Juana Belém Gutiérrez de Mendoza
My ideas on socially-engaged journalism evolved over time. This is a revised version of a 2009 talk, The Journalist as Activist, that I gave at a colloquium with professors of international affairs & communications at the Tecnológico de Monterrey in Guadalajara, Mexico, on 26 November 2009. The Mexico talk was in turn based on a presentation I gave, On the Need for a Socially-Oriented Journalism, at a seminar with Aubrey Matshiqi and Anton Harber at the University of Johannesburg, South Africa, on 7 May 2008. The piece below was carried in the Rhodes Journalism Review Alive, Rhodes University, Grahamstown, on 31 August 2013:
On 10 September, President Jacob Zuma told journalism students visiting Parliament that while still deputy president on a visit to Mexico, he had been informed that the Mexican media doesn't report on crime because it adopted "patriotic reporting" in order to market the country to tourists and investors. Freedom of Expression Institute (FXI) founder Raymond Louw bitterly responded at the FXI's National Conference on Freedom of Expression at Muldersdrift on 26 September that "the President made a broad sweeping statement on the necessity for patriotic journalism, citing Mexico as the example; in Mexico, journalists don't report on crime because you will be killed."

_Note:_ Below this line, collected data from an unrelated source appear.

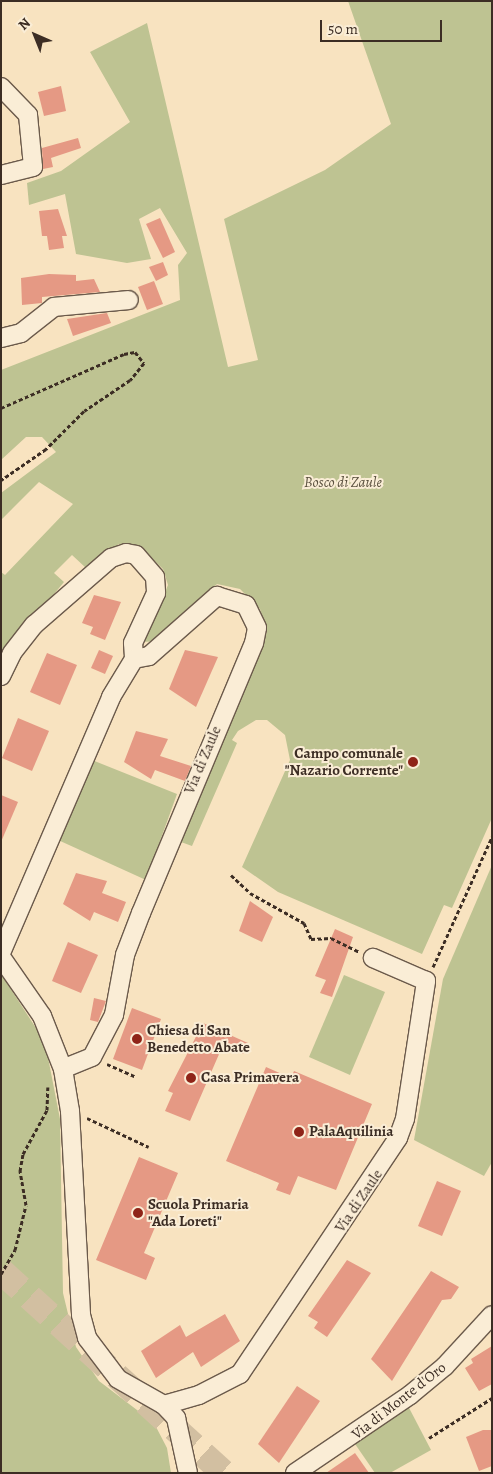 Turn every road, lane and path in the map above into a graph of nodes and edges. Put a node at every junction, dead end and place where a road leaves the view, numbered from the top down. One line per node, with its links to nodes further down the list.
1 (1, 86): 2 (street)
2 (1, 175)
3 (129, 300): 4 (street)
4 (1, 338)
5 (1, 408): 6 (path)
6 (1, 480)
7 (134, 660): 8 (street); 11 (street); 15 (street, Via di Zaule)
8 (1, 676)
9 (492, 838): 14 (path)
10 (231, 875): 13 (path)
11 (1, 953)
12 (1, 957): 16 (street)
13 (373, 958): 14 (street)
14 (426, 981): 23 (street, Via di Zaule)
15 (96, 1052): 16 (street); 17 (path)
16 (63, 1069): 18 (street); 20 (path)
17 (134, 1076)
18 (70, 1111): 19 (path); 23 (street)
19 (149, 1148)
20 (1, 1274)
21 (492, 1315): 26 (street, Via di Monte d'Oro)
22 (492, 1398): 24 (path)
23 (164, 1405): 25 (street)
24 (429, 1438)
25 (188, 1473)
26 (295, 1473) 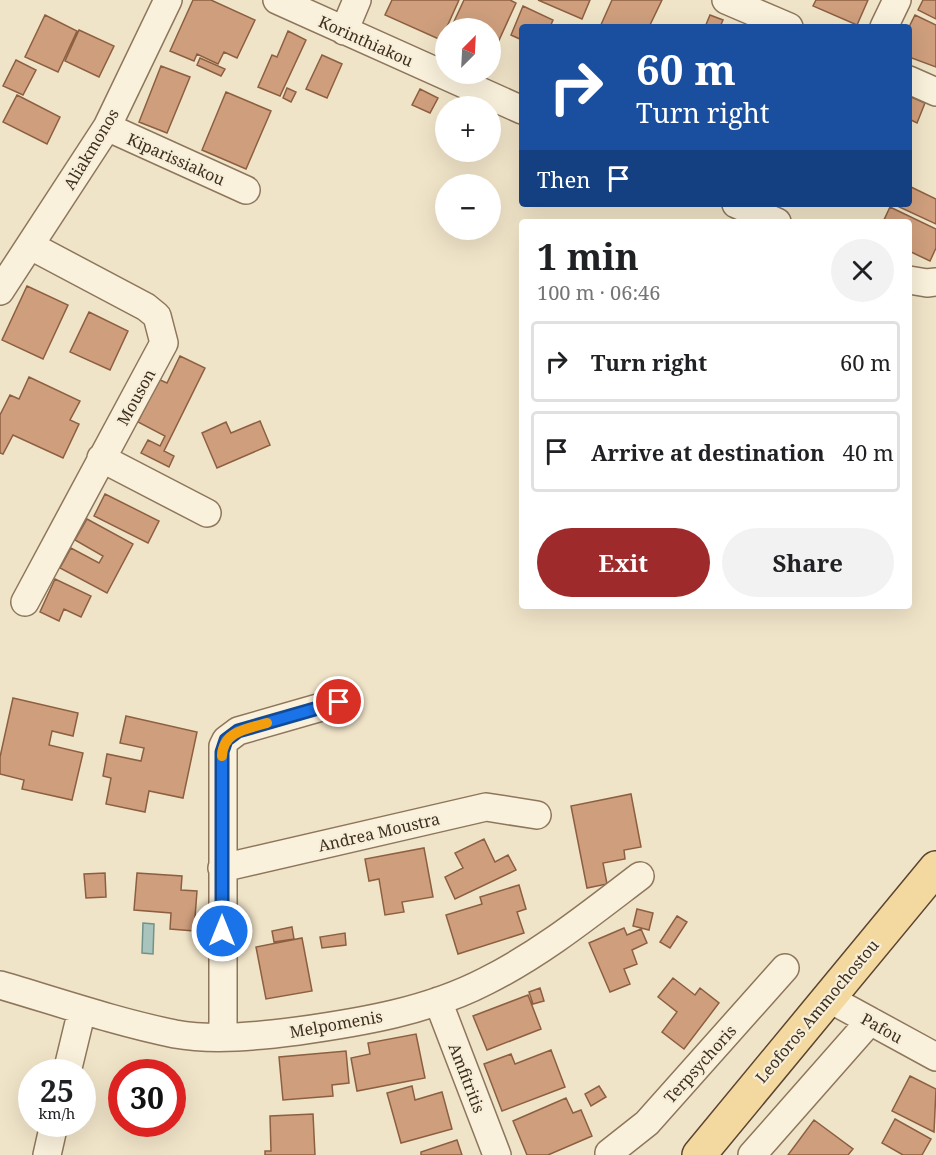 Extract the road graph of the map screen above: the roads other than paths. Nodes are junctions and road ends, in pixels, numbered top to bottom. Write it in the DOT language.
graph roads {
  1 [pos="168,0"];
  2 [pos="277,0"];
  3 [pos="357,0"];
  4 [pos="726,0"];
  5 [pos="897,0"];
  6 [pos="782,24"];
  7 [pos="885,24"];
  8 [pos="344,31"];
  9 [pos="912,81"];
  10 [pos="936,92"];
  11 [pos="519,109"];
  12 [pos="106,127"];
  13 [pos="246,190"];
  14 [pos="743,207"];
  15 [pos="770,219"];
  16 [pos="32,246"];
  17 [pos="912,280"];
  18 [pos="936,282"];
  19 [pos="0,291"];
  20 [pos="101,458"];
  21 [pos="207,513"];
  22 [pos="25,602"];
  23 [pos="339,702"];
  24 [pos="537,815"];
  25 [pos="222,868"];
  26 [pos="936,868"];
  27 [pos="640,876"];
  28 [pos="785,968"];
  29 [pos="0,984"];
  30 [pos="828,998"];
  31 [pos="438,1001"];
  32 [pos="82,1010"];
  33 [pos="870,1021"];
  34 [pos="223,1036"];
  35 [pos="936,1057"];
  36 [pos="70,1059"];
  37 [pos="51,1137"];
  38 [pos="609,1154"];
  39 [pos="47,1155"];
  40 [pos="497,1155"];
  41 [pos="699,1155"];
  42 [pos="752,1155"];
  1 -- 12 [label="street, Aliakmonos"];
  2 -- 8 [label="street, Korinthiakou"];
  3 -- 8 [label="street"];
  4 -- 6 [label="street"];
  5 -- 7 [label="street"];
  8 -- 11 [label="street, Korinthiakou"];
  9 -- 10 [label="street"];
  12 -- 13 [label="street, Kiparissiakou"];
  12 -- 16 [label="street, Aliakmonos"];
  14 -- 15 [label="street"];
  16 -- 19 [label="street, Aliakmonos"];
  16 -- 20 [label="street, Mouson"];
  17 -- 18 [label="street"];
  20 -- 21 [label="street"];
  20 -- 22 [label="street, Mouson"];
  23 -- 25 [label="street"];
  24 -- 25 [label="street, Andrea Moustra"];
  25 -- 34 [label="street"];
  26 -- 30 [label="main road, Leoforos Ammochostou"];
  27 -- 31 [label="street, Melpomenis"];
  28 -- 38 [label="street, Terpsychoris"];
  29 -- 32 [label="street, Melpomenis"];
  30 -- 33 [label="street, Pafou"];
  30 -- 41 [label="main road, Leoforos Ammochostou"];
  31 -- 34 [label="street, Melpomenis"];
  31 -- 40 [label="street, Amfitritis"];
  32 -- 34 [label="street, Melpomenis"];
  32 -- 36 [label="street"];
  33 -- 35 [label="street, Pafou"];
  33 -- 42 [label="street"];
  37 -- 39 [label="street"];
} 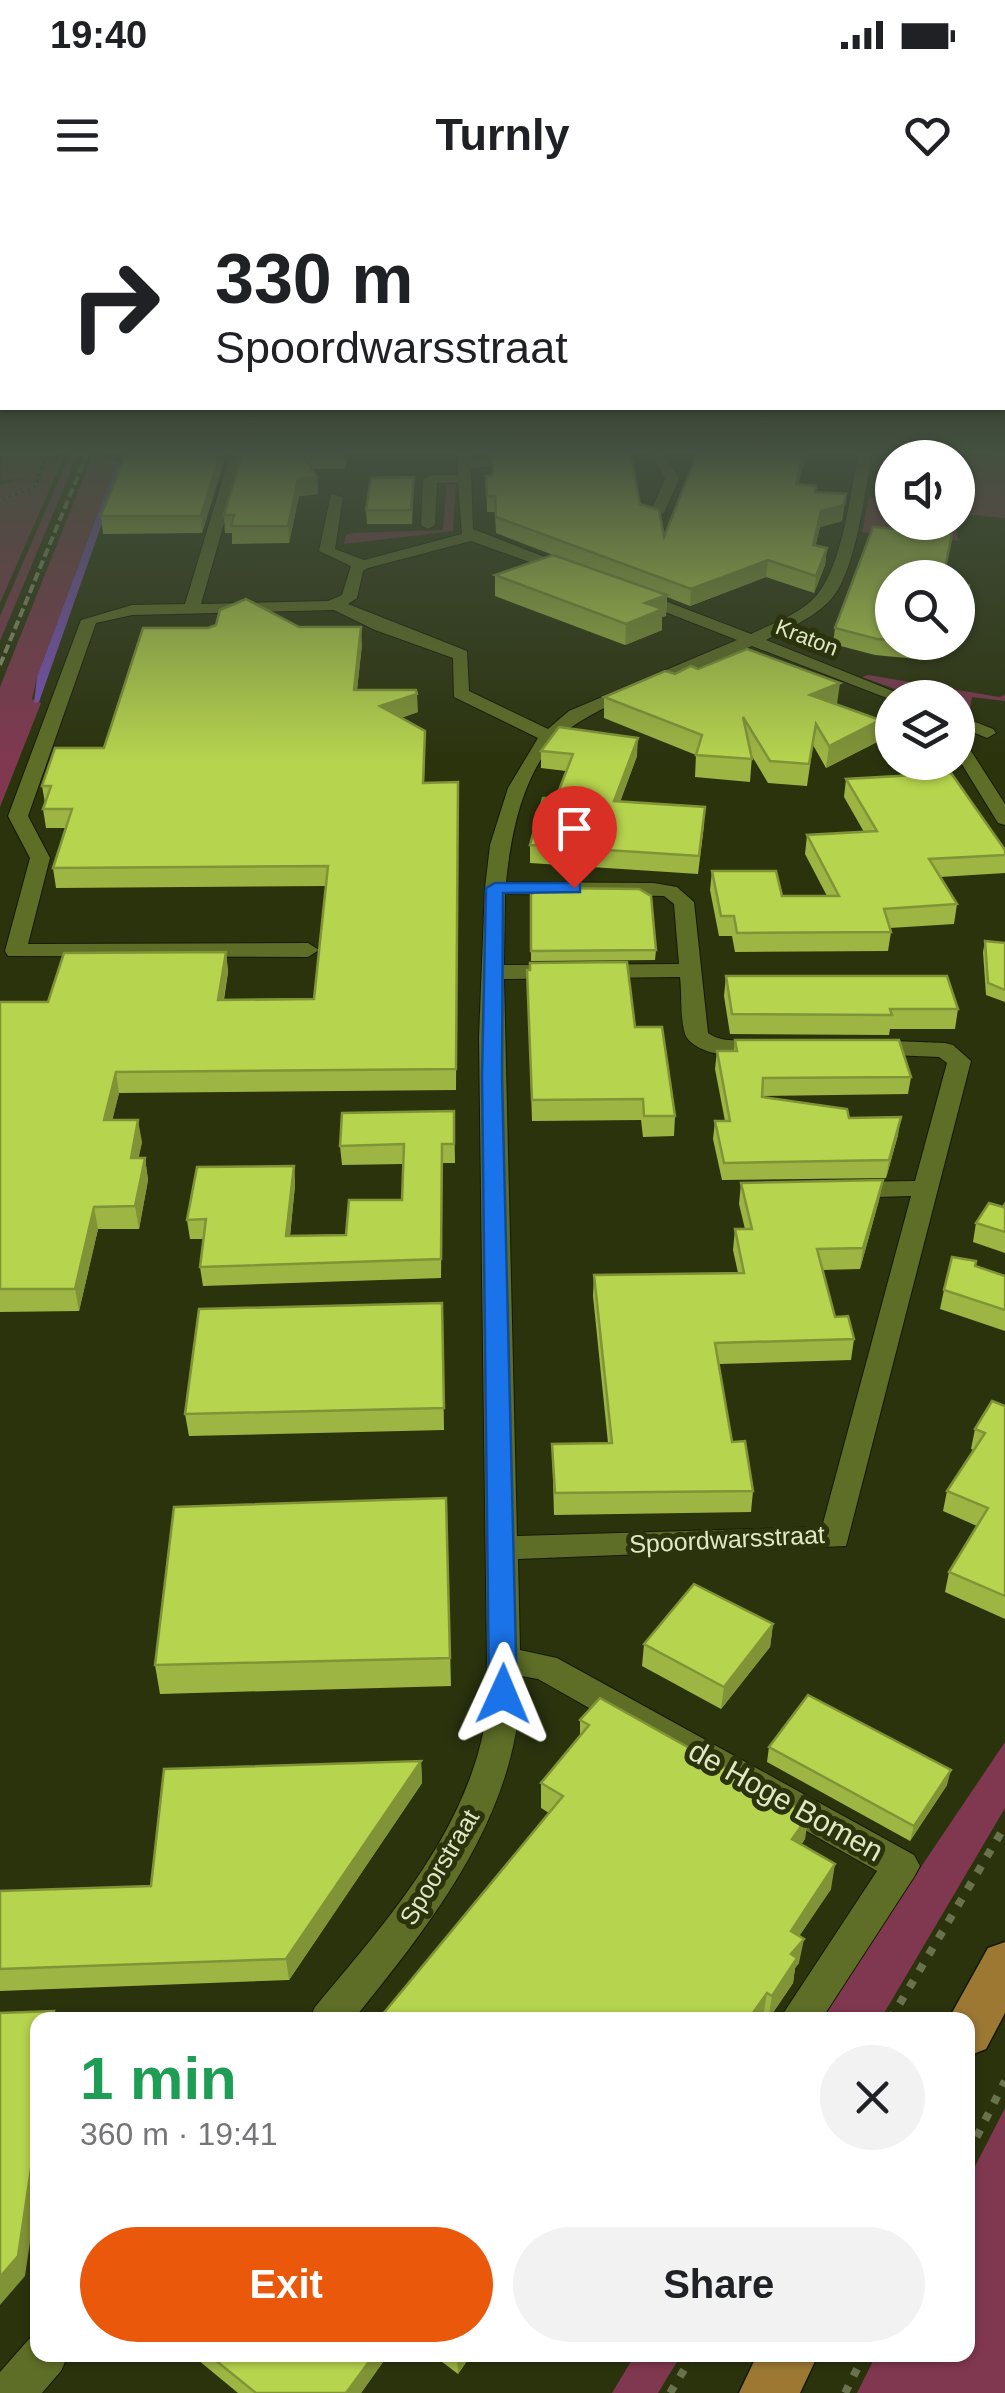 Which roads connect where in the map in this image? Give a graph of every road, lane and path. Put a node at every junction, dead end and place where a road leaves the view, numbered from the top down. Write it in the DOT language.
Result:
graph roads {
  1 [pos="207,556"];
  2 [pos="342,556"];
  3 [pos="396,556"];
  4 [pos="528,556"];
  5 [pos="842,556"];
  6 [pos="363,565"];
  7 [pos="594,580"];
  8 [pos="612,586"];
  9 [pos="336,604"];
  10 [pos="192,609"];
  11 [pos="752,640"];
  12 [pos="875,688"];
  13 [pos="975,727"];
  14 [pos="988,733"];
  15 [pos="550,737"];
  16 [pos="975,771"];
  17 [pos="1005,819"];
  18 [pos="495,888"];
  19 [pos="308,950"];
  20 [pos="691,970"];
  21 [pos="493,972"];
  22 [pos="845,1047"];
  23 [pos="790,1048"];
  24 [pos="927,1188"];
  25 [pos="810,1191"];
  26 [pos="501,1548"];
  27 [pos="504,1660"];
  28 [pos="1005,1826"];
  29 [pos="1005,1964"];
  30 [pos="336,2012"];
  31 [pos="804,2012"];
  32 [pos="895,2012"];
  33 [pos="975,2019"];
  34 [pos="1005,2081"];
  35 [pos="975,2140"];
  36 [pos="39,2362"];
  37 [pos="689,2362"];
  38 [pos="785,2362"];
  39 [pos="860,2362"];
  40 [pos="12,2393"];
  41 [pos="670,2393"];
  42 [pos="768,2393"];
  43 [pos="845,2393"];
  1 -- 10 [label="street"];
  2 -- 6 [label="street"];
  3 -- 6 [label="street"];
  4 -- 7 [label="street"];
  5 -- 11 [label="street, Spoorstraat"];
  6 -- 9 [label="street"];
  8 -- 11 [label="street"];
  9 -- 10 [label="street"];
  9 -- 15 [label="street"];
  10 -- 19 [label="street"];
  11 -- 12 [label="street, Kraton"];
  11 -- 15 [label="street, Spoorstraat"];
  13 -- 14 [label="street"];
  15 -- 18 [label="street, Spoorstraat"];
  16 -- 17 [label="street"];
  18 -- 20 [label="street"];
  18 -- 21 [label="street, Spoorstraat"];
  20 -- 21 [label="street"];
  20 -- 23 [label="street"];
  21 -- 26 [label="street, Spoorstraat"];
  22 -- 24 [label="street, Spoordwarsstraat"];
  24 -- 25 [label="street"];
  24 -- 26 [label="street, Spoordwarsstraat"];
  26 -- 27 [label="street, Spoorstraat"];
  27 -- 30 [label="street, Spoorstraat"];
  27 -- 31 [label="street, de Hoge Bomen"];
  28 -- 32 [label="path"];
  29 -- 33 [label="main road"];
  34 -- 35 [label="path"];
  36 -- 40 [label="street"];
  37 -- 41 [label="path"];
  38 -- 42 [label="main road"];
  39 -- 43 [label="path"];
}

“¡Más vale morir de pie que vivir de rodillas!” This uncompromisingly defiant call, “It is better to die on your feet than to live on your knees,” has been attributed to the man I call Cliché Guevara. But the famous phrase may have originated much earlier with a Mexican journalist, Práxedis Guerrero, who, leading a fire-fight between 32 well-armed guerrillas of the anarchist Partido Liberal Mexicano and about 600 Federal police in the Chihuahua town of Janos on the evening of 29 December 1910, literally died on his feet – and in doing so helped light the fuse on one of the most profound transformations of the 20th Century: the Mexican Revolution. He was 28 years old.
Guerrero also wrote for Ricardo Flores Magón’s famous newspaper Regeneración, and edited the El Paso, Texas, paper Punto Rojo, so it is clear that he straddled, or rather combined, two disciplines: that of the journalist and that of the activist; his writings – and his revolutionary activities – putting him directly in harm’s way. It is equally clear that it was his conviction that radical change was necessary in Mexico that led him to take up both the pen and, as the popular revolutionary song had it, “the 30-30 carbine”.
There is a long tradition of the journalist-activist in Mexico. Take for example the remarkable Juana Belém Gutiérrez de Mendoza who first published her feminist journal Vesper in 1901: she would become an important Mexican revolutionary figure and Vesper, relocated to Mexico City, would survive despite repeated government bans – and despite Gutiérrez spending many spells in prison for her writings and activism – remaining in circulation until 1936, a remarkable longevity given exceptionally dangerous conditions. She was also the editor of the feminist journal Iconoclasta, established in 1917 within the ranks of the Mexican Regional Workers' Federation (FORM).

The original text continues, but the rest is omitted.